Por Gabriel Otero.
Cuando éramos jóvenes, escuchar a Madonna para muchos de mi generación les resultaba un gusto vergonzante (culposo le dirían hoy), y más para los asiduos del tianguis del Chopo que llegábamos los sábados a intercambiar los discos que nos aburrían y así explorar lo desconocido. Llevar un acetato de ella era una llamada al buleo, pero intercambiar el disco Still Life de los Rolling Stones con la introducción de Duke Ellington por el primer y único larga duración de Madonna, era un sacrilegio y el colmo de la fresez.
Así fue como escuché a Madonna por primera vez, era imposible obviarla, la música de su primer disco era pegajosa como chicle y utilizaba los instrumentos esenciales de la década: la caja de ritmos, el sintetizador y el bajo, coronados con una voz juvenil que se desnudaba en cada canción.
¿Cómo no estar enamorados de ella? Rubia, cabello corto al cuello y ojos azul-grisáceos como el mar embravecido, irrumpió para ocupar el trono junto a mujeres icono de principios de los ochenta, ella era la reencarnación de Marilyn Monroe con pulseras de hule en los brazos, encajes negros en las manos, un gran moño en la cabeza y justo debajo de su ombligo, endiosado por los fanáticos, una hebilla enorme con las palabras Boy Toy, algo que escandalizó a las feministas de la época por su significado, “juguete de niño”, ergo juguete sexual, ella se asumió así porque así lo quiso acorde a sus intereses.
Nada es imposible de imaginar para un adolescente de 17 años que tenía pretensiones literarias y una colección considerable de discos, entre Girls Just To Wanna Have Fun de Cindy Lauper y Burnin Up de Madonna existían océanos de diferencia y tesituras, pero fue con Borderline que ella se reveló como la novia que todos queríamos tener.
En el video de Borderline, ella aparece bailando con un grupo multirracial de muchachas y muchachos debajo de un puente de Los Ángeles, ahí la descubre un fotógrafo y le deja su tarjeta, su novio se encela y le reclama a empujones.
En las imágenes siguientes ella aparece en el estudio de él posando para la cámara en un vestido de olanes que parece de sevillana y disfruta de romances efímeros, en las tomas subsecuentes ella regresa a su barrio y al punto de reunión de su grupo de amigos a los billares del Restaurante El Guanaco, adonde servían comida mexicana y salvadoreña.

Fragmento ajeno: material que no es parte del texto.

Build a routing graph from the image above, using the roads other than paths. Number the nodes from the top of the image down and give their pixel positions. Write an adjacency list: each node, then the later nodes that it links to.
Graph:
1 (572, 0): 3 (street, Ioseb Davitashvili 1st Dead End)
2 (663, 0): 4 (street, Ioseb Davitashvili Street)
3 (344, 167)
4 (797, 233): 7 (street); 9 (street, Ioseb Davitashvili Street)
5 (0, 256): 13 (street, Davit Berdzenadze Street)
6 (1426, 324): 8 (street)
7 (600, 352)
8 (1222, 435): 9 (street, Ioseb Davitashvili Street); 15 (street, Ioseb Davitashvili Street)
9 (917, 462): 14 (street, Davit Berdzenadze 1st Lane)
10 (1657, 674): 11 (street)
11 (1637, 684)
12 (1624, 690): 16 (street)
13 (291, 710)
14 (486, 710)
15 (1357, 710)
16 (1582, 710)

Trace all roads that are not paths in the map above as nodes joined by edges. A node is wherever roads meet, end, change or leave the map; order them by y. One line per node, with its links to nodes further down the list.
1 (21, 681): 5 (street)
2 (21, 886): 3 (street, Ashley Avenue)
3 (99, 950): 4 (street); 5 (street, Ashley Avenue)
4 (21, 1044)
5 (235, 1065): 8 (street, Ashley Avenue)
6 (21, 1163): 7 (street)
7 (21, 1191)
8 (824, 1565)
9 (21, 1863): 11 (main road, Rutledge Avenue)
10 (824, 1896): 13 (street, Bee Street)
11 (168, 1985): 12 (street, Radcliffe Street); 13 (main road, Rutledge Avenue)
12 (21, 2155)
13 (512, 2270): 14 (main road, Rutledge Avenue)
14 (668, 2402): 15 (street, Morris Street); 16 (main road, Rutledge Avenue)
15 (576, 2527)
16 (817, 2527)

Su novio la rechaza y un día él ve sus fotos en la portada de una revista en español en un kiosco de periódicos, las tomas vuelven al estudio del fotógrafo, en esta sesión se le ve a ella pintando grafitis y corazones en la pared y al carro del fotógrafo, quien amenazante le señala la mancha de pintura. La historia visual tiene un final feliz cuando ella vuelve a que su novio la ame y le enseñe a jugar billar en el restaurante El Guanaco.
Madonna me acompañó desde entonces, como a millones de nosotros, eso sucedió hace 41 años.